Western security officials have now concluded that these operations, and potentially many others, are part of a coordinated and ongoing campaign to destabilize Europe, executed by an elite unit inside the Russian intelligence system skilled in subversion, sabotage and assassination.
The group, known as Unit 29155, has operated for at least a decade, yet Western officials only recently discovered it. Intelligence officials in four Western countries say it is unclear how often the unit is mobilized and warn that it is impossible to know when and where its operatives will strike.
In a text message, Dmitri S. Peskov, Mr. Putin’s spokesman, directed questions about the unit to the Russian Defense Ministry. The ministry did not respond to requests for comment.
Although little is known about Unit 29155 itself, there are clues in public Russian records that suggest links to the Kremlin’s broader hybrid strategy.
A 2012 directive from the Russian Defense Ministry assigned bonuses to three units for “special achievements in military service.” One was Unit 29155. Another was Unit 74455, which was involved in the 2016 election interference. The third was Unit 99450, whose officers are believed to have been involved in the annexation of the Crimean Peninsula in 2014.
A retired G.R.U. officer with knowledge of Unit 29155 said that it specialized in preparing for “diversionary” missions, “in groups or individually — bombings, murders, anything.”

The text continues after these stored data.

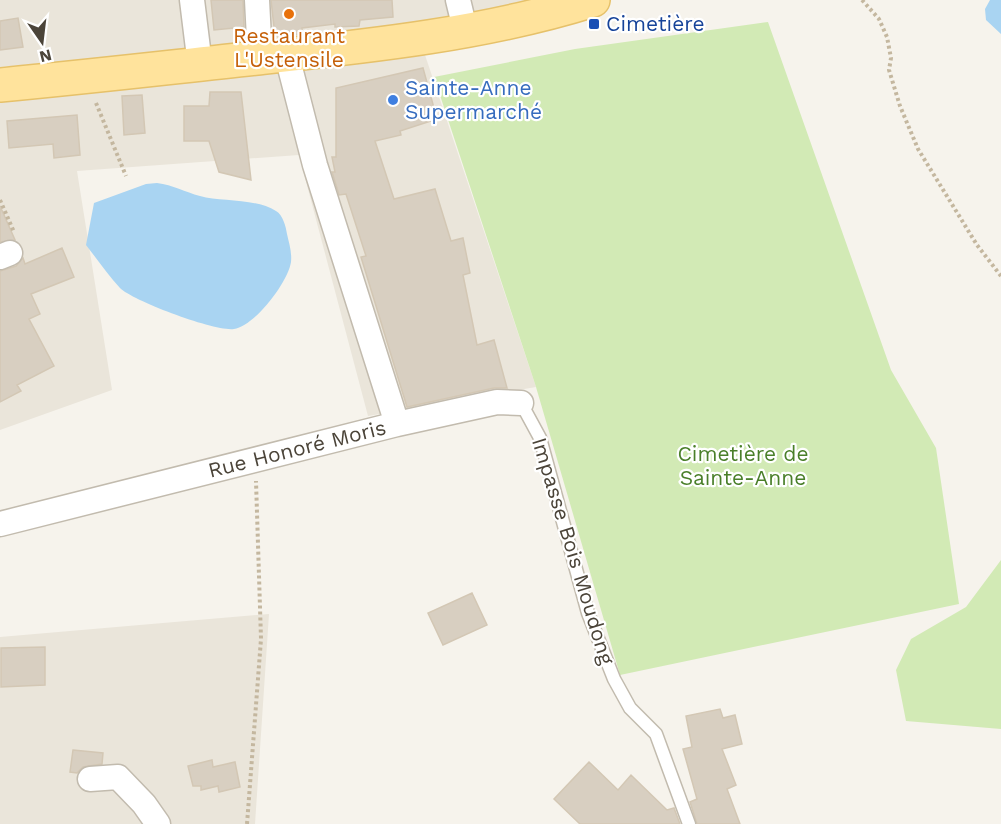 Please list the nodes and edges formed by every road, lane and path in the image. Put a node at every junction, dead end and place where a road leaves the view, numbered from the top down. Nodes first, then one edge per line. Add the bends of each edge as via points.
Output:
1 (192, 0) edge
2 (257, 0) edge
3 (862, 0) edge
4 (588, 1) edge
5 (512, 10) edge
6 (462, 15) edge
7 (274, 57) junction
8 (200, 65) junction
9 (86, 77) junction
10 (0, 85) edge
11 (126, 176) dead end
12 (0, 200) edge
13 (5, 255) edge
14 (1001, 276) edge
15 (521, 403) joint
16 (397, 424) junction
17 (256, 460) junction
18 (0, 524) edge
19 (90, 779) dead end
20 (158, 824) edge
21 (247, 824) edge
22 (689, 824) edge

1 - 8 street
2 - 7 street, Rue Honoré Moris
3 - 14 path via 879,19 887,37 889,70 918,149 976,245
4 - 5 main road
5 - 6 main road
6 - 7 main road
7 - 8 main road
7 - 16 street, Rue Honoré Moris via 315,165
8 - 9 main road
9 - 10 main road
9 - 11 path
12 - 13 path via 20,245
15 - 16 street via 497,402
15 - 22 lane, Impasse Bois Moudong via 540,438 588,613 614,679 630,708 656,734
16 - 17 street, Rue Honoré Moris
17 - 18 street, Rue Honoré Moris
17 - 21 path via 261,639
19 - 20 street via 118,777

The current commander, General Averyanov, graduated in 1988 from the Tashkent Military Academy in what was then the Soviet Republic of Uzbekistan. It is likely that he would have fought in both the first and second Chechen wars, and he was awarded a Hero of Russia medal, the country’s highest honor, in January 2015. The two officers charged with the Skripal poisoning also received the same award.
The poisoning led to a geopolitical standoff, with more than 20 nations, including the United States, expelling 150 Russian diplomats in a show of solidarity with Britain.